▶ Extracted records
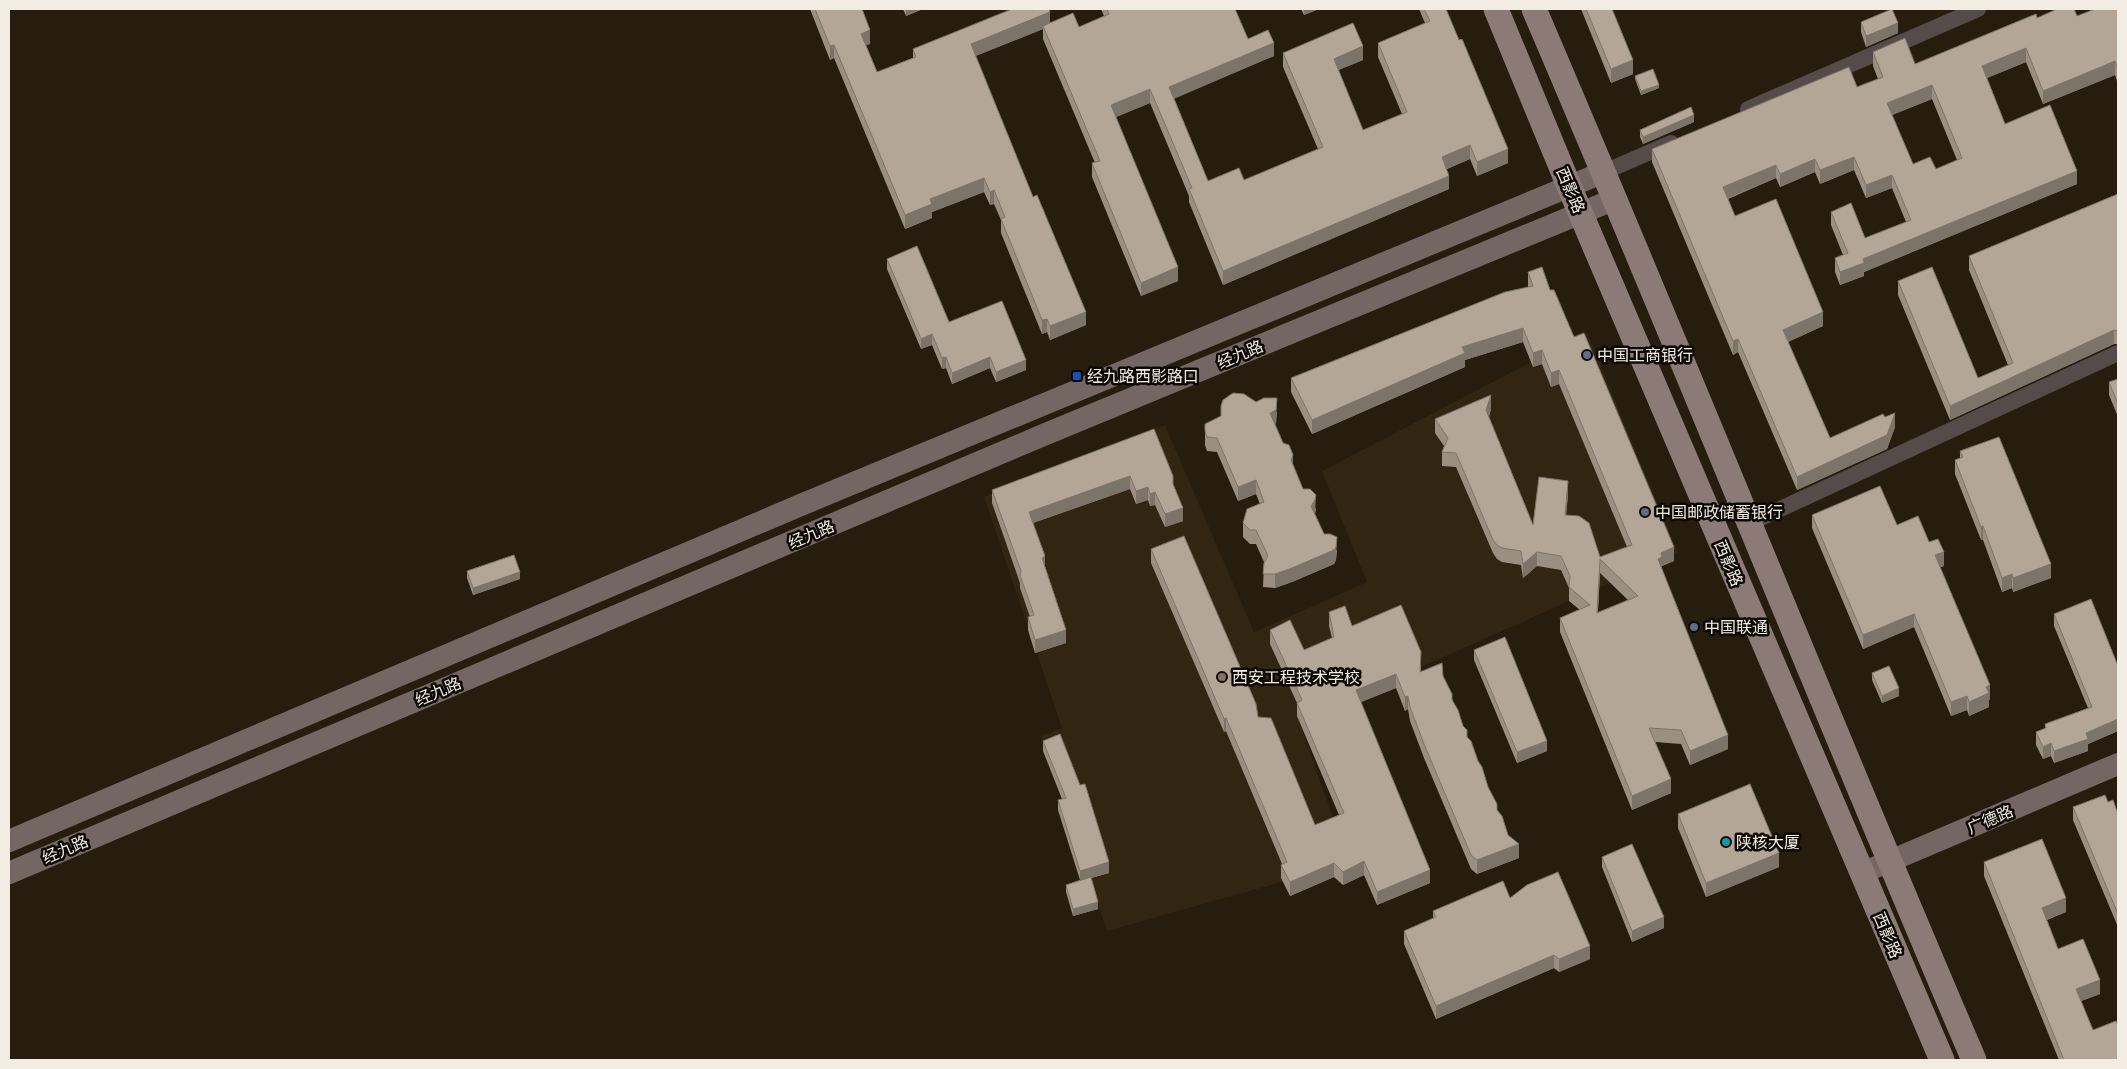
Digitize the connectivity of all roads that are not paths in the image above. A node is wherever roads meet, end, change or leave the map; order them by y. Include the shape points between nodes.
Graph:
1 (1496, 9) edge
2 (1534, 9) edge
3 (1978, 9) edge
4 (1731, 116) edge
5 (1686, 136) edge
6 (1604, 172) junction
7 (1569, 186) junction
8 (1615, 199) junction
9 (1580, 213) junction
10 (2118, 353) edge
11 (1750, 523) junction
12 (2118, 764) edge
13 (9, 841) edge
14 (1889, 862) junction
15 (9, 873) edge
16 (1862, 873) junction
17 (1942, 1060) edge
18 (1974, 1060) edge

1 - 7 main road, 西影路
2 - 6 main road, 西影路
3 - 4 street
5 - 6 street
6 - 7 street, 经九路
6 - 8 main road, 西影路
7 - 9 main road, 西影路
7 - 13 street, 经九路 via 796,507
8 - 9 street, 经九路
8 - 11 main road, 西影路
9 - 15 street, 经九路 via 1041,436
9 - 16 main road, 西影路
10 - 11 street
11 - 14 main road, 西影路
12 - 14 street, 广德路
14 - 16 street, 广德路
14 - 18 main road, 西影路
16 - 17 main road, 西影路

▶ What is required
Return the entries above exactly, skipping any images.

▶ Response to this exercise
Digitize the connectivity of all roads that are not paths in the image above. A node is wherever roads meet, end, change or leave the map; order them by y. Include the shape points between nodes.
Graph:
1 (1496, 9) edge
2 (1534, 9) edge
3 (1978, 9) edge
4 (1731, 116) edge
5 (1686, 136) edge
6 (1604, 172) junction
7 (1569, 186) junction
8 (1615, 199) junction
9 (1580, 213) junction
10 (2118, 353) edge
11 (1750, 523) junction
12 (2118, 764) edge
13 (9, 841) edge
14 (1889, 862) junction
15 (9, 873) edge
16 (1862, 873) junction
17 (1942, 1060) edge
18 (1974, 1060) edge

1 - 7 main road, 西影路
2 - 6 main road, 西影路
3 - 4 street
5 - 6 street
6 - 7 street, 经九路
6 - 8 main road, 西影路
7 - 9 main road, 西影路
7 - 13 street, 经九路 via 796,507
8 - 9 street, 经九路
8 - 11 main road, 西影路
9 - 15 street, 经九路 via 1041,436
9 - 16 main road, 西影路
10 - 11 street
11 - 14 main road, 西影路
12 - 14 street, 广德路
14 - 16 street, 广德路
14 - 18 main road, 西影路
16 - 17 main road, 西影路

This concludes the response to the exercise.